▶ **WHAT YOU WILL DO**
Without the pictures, set down every record below exactly as it reads.

[Stored items]
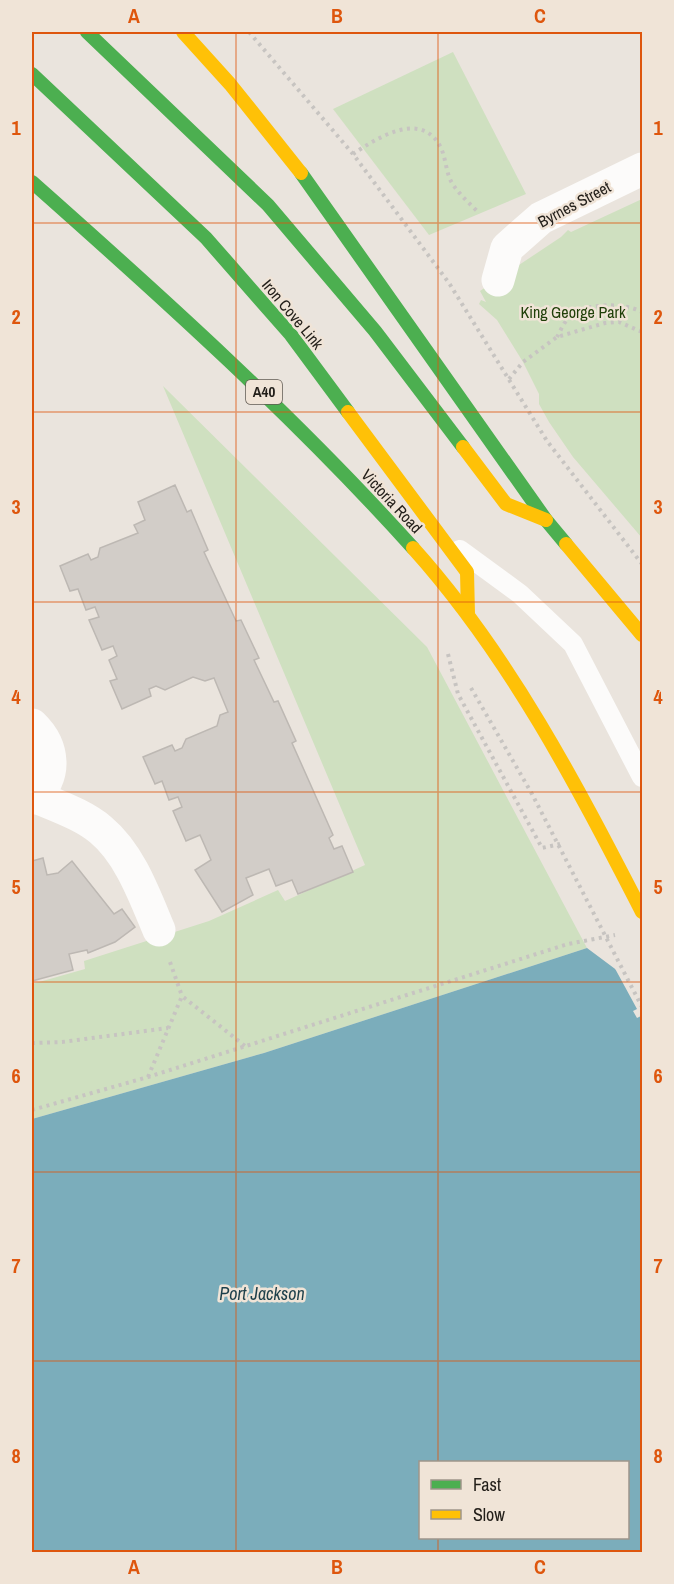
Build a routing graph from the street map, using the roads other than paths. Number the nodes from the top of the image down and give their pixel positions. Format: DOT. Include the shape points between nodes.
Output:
graph roads {
  1 [pos="87,32"];
  2 [pos="183,32"];
  3 [pos="32,74"];
  4 [pos="642,169"];
  5 [pos="32,182"];
  6 [pos="498,280"];
  7 [pos="546,520"];
  8 [pos="443,538"];
  9 [pos="471,619"];
  10 [pos="642,635"];
  11 [pos="32,725"];
  12 [pos="642,777"];
  13 [pos="33,797"];
  14 [pos="642,912"];
  15 [pos="159,930"];
  1 -- 7 [label="highway" via="268,205 375,331 506,504"];
  2 -- 7 [label="highway" via="296,166"];
  3 -- 8 [label="highway, Iron Cove Link" via="222,256 291,335"];
  4 -- 6 [label="street, Byrnes Street" via="541,218 507,248"];
  5 -- 9 [label="highway, Victoria Road / A40" via="271,398 417,552"];
  7 -- 10 [label="highway"];
  8 -- 9 [label="highway, Iron Cove Link" via="467,572"];
  8 -- 12 [label="lane" via="520,594 573,644"];
  9 -- 14 [label="highway, Victoria Road / A40" via="531,705"];
  11 -- 13 [label="street" via="48,746 51,760 46,780"];
  13 -- 15 [label="street" via="101,830 122,854"];
}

▶ **PROBLEM SOLUTION**
Build a routing graph from the street map, using the roads other than paths. Number the nodes from the top of the image down and give their pixel positions. Format: DOT. Include the shape points between nodes.
Output:
graph roads {
  1 [pos="87,32"];
  2 [pos="183,32"];
  3 [pos="32,74"];
  4 [pos="642,169"];
  5 [pos="32,182"];
  6 [pos="498,280"];
  7 [pos="546,520"];
  8 [pos="443,538"];
  9 [pos="471,619"];
  10 [pos="642,635"];
  11 [pos="32,725"];
  12 [pos="642,777"];
  13 [pos="33,797"];
  14 [pos="642,912"];
  15 [pos="159,930"];
  1 -- 7 [label="highway" via="268,205 375,331 506,504"];
  2 -- 7 [label="highway" via="296,166"];
  3 -- 8 [label="highway, Iron Cove Link" via="222,256 291,335"];
  4 -- 6 [label="street, Byrnes Street" via="541,218 507,248"];
  5 -- 9 [label="highway, Victoria Road / A40" via="271,398 417,552"];
  7 -- 10 [label="highway"];
  8 -- 9 [label="highway, Iron Cove Link" via="467,572"];
  8 -- 12 [label="lane" via="520,594 573,644"];
  9 -- 14 [label="highway, Victoria Road / A40" via="531,705"];
  11 -- 13 [label="street" via="48,746 51,760 46,780"];
  13 -- 15 [label="street" via="101,830 122,854"];
}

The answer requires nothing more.